Damn. There go my cheeks.

“Let’s go.” I duck my head and grab the keys from the counter, trying not to let her see me blush. Outside, the truck is parked at a funny angle, and it takes me a little back and forth to get us on the road. All the while, Sandy is breaking off bits of delicious muffin and popping them through her pretty lips, and I can barely focus enough to drive.

The mall is on the other side of town, so I know we’re gonna need to make conversation, but my mind is blank. In the end, Sandy asks me questions, and I start feeling a whole lot more relaxed.

“I’ve known Tyler since middle school,” I tell her. “He was one of the cool kids, but he wasn’t an asshole. If he saw me hanging by myself, he’d always drag me into whatever he was doing. I got involved in football because of him, and then things were easier. My size became a positive thing.”

I see Sandy smile out of the corner of my eye, but I’m not sure at what part of my story. Is it that Tyler was a good guy, even back then, or that he helped me find my way? Or maybe both.

“And you guys hung out ever since?” she asks.

“Mostly,” I say. “When he hooked up with you, he kind of disappeared for a while.”

“Yeah.” Sandy takes a sip of her coffee. “We were kind of intense. I always asked him about his friends, but it’s like he wanted to keep his worlds separate for a while. I’m still not sure why?”

“You ever buy something so pretty that you didn’t want to take it out of the packaging?” I ask her, and she nods in agreement. “Well, maybe that’s how Tyler felt about you. Maybe he was trying to keep everything perfect for as long as he could?”

“Perfect? But why wouldn’t things have been perfect with you guys involved too?”

“Greg was already locked up. I was with a girl who was causing a load of trouble between us all. The triplets were getting involved in shit they should have been staying clear of. We were all pumped with testosterone and making a mess of our lives.”

Sandy blinks slowly and shakes he head. “He was trying to protect me,” she says softly.

“Of course.” We are waiting at a stop sign, so I get a chance to face her. “And himself.”

“And when Jake died?” she asks. “He just disappeared, and I had no way of contacting him except his phone. He never answered.”

“He was trying to protect you then too.”

“I’m not a fragile flower.” Sandy’s voice matches her screwed-up features. “I can deal with life, you know. I’ve had to deal with a lot…” she trails off, blinking a few times and then staring out of the window. I want to ask her what she’s talking about, but it’s not my place to pry. If she wanted to share the details, she would.

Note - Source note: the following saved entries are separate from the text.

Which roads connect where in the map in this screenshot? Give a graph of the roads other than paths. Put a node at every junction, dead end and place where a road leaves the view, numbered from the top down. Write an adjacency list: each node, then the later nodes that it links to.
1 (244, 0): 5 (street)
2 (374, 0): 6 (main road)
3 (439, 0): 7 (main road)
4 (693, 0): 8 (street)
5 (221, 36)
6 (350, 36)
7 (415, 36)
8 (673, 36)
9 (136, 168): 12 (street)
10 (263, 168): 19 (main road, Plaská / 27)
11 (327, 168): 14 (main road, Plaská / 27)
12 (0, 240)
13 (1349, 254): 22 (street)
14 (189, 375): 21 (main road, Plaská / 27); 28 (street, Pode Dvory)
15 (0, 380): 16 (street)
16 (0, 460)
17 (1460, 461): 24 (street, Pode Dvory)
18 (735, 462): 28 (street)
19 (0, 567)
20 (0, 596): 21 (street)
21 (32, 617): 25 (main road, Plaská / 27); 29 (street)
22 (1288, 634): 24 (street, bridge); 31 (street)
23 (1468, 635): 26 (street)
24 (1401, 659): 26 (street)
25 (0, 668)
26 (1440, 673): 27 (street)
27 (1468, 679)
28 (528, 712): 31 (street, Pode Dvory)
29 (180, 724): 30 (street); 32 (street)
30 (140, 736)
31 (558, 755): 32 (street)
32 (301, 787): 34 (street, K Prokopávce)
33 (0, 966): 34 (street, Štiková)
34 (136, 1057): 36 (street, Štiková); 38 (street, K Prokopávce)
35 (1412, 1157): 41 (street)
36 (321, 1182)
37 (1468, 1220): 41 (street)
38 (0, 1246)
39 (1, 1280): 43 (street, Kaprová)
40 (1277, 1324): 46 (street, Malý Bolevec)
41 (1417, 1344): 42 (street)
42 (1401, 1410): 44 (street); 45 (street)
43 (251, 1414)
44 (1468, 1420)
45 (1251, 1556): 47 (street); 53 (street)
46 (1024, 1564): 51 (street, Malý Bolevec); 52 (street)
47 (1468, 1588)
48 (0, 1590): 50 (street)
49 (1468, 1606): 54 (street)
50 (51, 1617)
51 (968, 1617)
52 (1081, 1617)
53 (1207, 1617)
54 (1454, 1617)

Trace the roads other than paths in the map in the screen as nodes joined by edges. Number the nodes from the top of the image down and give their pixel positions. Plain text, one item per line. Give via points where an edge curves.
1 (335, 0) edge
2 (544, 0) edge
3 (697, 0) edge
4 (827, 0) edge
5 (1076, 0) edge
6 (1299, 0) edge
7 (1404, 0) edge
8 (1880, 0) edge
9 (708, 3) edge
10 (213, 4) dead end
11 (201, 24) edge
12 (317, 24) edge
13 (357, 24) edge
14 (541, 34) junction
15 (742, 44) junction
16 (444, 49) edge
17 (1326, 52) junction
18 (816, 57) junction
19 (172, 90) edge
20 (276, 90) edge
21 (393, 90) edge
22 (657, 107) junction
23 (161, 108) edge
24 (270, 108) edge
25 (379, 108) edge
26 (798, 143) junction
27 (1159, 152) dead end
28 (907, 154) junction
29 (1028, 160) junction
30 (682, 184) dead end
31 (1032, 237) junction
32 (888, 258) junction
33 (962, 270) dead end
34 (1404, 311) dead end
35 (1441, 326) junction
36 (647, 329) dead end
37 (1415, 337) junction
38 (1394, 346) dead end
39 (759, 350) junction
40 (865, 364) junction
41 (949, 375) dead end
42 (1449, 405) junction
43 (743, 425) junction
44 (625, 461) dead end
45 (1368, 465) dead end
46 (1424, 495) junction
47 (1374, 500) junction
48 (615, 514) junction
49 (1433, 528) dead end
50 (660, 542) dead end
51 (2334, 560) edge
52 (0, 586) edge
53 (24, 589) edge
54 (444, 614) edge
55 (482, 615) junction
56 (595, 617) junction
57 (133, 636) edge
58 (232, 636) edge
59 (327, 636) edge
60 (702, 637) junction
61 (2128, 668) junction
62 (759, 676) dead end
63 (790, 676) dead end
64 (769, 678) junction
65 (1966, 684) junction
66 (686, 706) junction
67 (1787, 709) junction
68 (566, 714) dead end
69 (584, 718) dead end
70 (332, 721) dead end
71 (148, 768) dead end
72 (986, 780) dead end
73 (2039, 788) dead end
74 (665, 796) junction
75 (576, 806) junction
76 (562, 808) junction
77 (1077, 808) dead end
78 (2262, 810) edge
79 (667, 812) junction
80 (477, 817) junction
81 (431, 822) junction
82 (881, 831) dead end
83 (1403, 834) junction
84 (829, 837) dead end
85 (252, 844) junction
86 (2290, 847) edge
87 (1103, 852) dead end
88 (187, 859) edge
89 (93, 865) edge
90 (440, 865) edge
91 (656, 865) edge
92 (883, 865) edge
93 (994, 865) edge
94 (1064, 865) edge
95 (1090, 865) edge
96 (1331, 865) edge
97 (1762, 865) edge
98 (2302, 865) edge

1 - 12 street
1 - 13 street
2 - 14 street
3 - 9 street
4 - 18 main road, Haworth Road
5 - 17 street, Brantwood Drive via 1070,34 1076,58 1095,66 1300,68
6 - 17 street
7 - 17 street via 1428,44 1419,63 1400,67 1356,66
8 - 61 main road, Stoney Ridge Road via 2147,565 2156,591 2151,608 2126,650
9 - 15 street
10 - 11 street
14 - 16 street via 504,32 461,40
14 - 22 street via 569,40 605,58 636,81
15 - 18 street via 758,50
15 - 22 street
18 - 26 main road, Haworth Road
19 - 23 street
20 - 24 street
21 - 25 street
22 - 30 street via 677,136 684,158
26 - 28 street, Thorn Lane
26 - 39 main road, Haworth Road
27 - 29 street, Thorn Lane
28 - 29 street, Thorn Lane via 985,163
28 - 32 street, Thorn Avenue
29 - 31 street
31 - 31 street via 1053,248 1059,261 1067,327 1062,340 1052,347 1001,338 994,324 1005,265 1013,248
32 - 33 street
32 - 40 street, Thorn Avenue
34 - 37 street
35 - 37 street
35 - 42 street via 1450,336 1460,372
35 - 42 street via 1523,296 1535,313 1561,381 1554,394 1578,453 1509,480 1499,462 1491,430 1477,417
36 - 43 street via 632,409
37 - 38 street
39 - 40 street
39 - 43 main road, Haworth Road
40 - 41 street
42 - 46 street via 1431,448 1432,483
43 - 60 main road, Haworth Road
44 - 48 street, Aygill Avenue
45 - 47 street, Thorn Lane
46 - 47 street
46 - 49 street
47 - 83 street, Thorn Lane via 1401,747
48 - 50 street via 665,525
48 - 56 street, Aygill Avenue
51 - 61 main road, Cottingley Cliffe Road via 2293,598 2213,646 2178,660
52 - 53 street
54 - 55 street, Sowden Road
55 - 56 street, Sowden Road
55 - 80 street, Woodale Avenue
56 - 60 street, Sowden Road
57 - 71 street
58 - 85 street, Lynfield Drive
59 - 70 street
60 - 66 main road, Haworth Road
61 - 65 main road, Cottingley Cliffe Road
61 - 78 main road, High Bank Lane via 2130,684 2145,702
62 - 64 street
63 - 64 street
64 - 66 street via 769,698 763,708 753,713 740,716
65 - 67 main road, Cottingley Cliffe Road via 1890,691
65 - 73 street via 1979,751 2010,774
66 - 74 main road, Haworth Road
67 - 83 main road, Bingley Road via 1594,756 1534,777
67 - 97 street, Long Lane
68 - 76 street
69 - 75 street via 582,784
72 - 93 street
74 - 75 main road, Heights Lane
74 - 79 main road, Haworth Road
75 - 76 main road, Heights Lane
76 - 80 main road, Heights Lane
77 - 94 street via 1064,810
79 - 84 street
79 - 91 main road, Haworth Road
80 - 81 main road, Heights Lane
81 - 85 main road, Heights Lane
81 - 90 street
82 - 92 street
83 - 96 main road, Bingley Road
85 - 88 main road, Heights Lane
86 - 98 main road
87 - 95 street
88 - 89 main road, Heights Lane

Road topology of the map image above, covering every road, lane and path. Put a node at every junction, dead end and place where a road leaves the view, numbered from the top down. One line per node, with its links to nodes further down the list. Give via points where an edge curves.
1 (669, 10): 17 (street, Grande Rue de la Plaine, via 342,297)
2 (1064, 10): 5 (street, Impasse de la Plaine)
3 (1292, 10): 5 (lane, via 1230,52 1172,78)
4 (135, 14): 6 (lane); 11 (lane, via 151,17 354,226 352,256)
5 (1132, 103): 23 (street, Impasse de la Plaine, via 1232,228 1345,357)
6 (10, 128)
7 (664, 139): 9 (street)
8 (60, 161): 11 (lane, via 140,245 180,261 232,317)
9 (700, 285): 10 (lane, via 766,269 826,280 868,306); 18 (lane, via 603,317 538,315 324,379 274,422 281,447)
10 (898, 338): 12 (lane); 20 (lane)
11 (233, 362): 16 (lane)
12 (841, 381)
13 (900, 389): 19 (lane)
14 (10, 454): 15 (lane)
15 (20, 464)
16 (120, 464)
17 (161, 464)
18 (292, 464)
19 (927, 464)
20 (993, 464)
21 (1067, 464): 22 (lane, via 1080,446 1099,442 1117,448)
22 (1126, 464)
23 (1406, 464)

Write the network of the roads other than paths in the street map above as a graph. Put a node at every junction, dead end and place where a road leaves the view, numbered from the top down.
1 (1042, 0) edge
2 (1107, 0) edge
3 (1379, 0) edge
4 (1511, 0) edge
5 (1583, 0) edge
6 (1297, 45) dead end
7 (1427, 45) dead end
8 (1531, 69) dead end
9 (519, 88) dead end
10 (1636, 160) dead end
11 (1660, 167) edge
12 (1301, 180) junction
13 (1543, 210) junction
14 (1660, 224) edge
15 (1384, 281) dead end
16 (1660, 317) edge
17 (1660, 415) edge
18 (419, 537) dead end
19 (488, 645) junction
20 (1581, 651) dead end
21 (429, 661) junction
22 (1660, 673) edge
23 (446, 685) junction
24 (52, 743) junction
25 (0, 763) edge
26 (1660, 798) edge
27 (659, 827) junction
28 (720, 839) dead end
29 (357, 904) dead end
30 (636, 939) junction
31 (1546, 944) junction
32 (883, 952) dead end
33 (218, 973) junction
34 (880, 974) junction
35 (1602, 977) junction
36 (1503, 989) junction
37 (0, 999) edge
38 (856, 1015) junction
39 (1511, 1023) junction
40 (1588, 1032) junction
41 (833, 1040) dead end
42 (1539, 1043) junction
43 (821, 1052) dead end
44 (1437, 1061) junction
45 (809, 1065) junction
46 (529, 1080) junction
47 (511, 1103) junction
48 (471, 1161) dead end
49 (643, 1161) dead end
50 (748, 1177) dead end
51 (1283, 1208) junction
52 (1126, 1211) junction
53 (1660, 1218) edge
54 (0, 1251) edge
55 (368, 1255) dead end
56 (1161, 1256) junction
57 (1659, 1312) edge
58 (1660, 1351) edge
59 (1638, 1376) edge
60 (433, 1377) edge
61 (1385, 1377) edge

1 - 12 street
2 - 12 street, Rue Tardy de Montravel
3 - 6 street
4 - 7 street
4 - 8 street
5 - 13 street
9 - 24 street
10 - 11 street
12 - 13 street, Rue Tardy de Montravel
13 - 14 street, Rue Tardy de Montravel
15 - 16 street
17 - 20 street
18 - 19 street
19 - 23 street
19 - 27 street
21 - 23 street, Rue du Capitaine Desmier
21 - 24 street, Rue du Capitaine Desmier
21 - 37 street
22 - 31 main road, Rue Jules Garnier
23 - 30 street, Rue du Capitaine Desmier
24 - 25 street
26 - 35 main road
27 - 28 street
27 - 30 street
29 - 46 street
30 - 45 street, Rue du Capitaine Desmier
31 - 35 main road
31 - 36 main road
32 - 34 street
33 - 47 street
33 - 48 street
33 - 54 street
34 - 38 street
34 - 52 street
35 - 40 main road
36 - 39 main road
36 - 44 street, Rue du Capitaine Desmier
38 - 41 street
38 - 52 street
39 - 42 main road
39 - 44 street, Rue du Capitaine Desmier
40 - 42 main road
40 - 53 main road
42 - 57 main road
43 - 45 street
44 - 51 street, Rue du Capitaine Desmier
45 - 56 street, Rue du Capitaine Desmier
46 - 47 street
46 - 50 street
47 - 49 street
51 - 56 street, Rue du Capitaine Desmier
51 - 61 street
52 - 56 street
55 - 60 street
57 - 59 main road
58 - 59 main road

“We always try to do what we think is best for the people we love, Sandy. You might have wanted Tyler to do something different, but he did what he thought was best. He did what he could deal with.”

“Well, he should have done better. He left me behind, and he had no idea what was going on with me. I needed him.”

“I’m sorry,” I say. “But none of us can go back as much as we wish we could. We blame ourselves, and we blame each other for things that can’t be changed. That bitterness doesn’t help anyone.”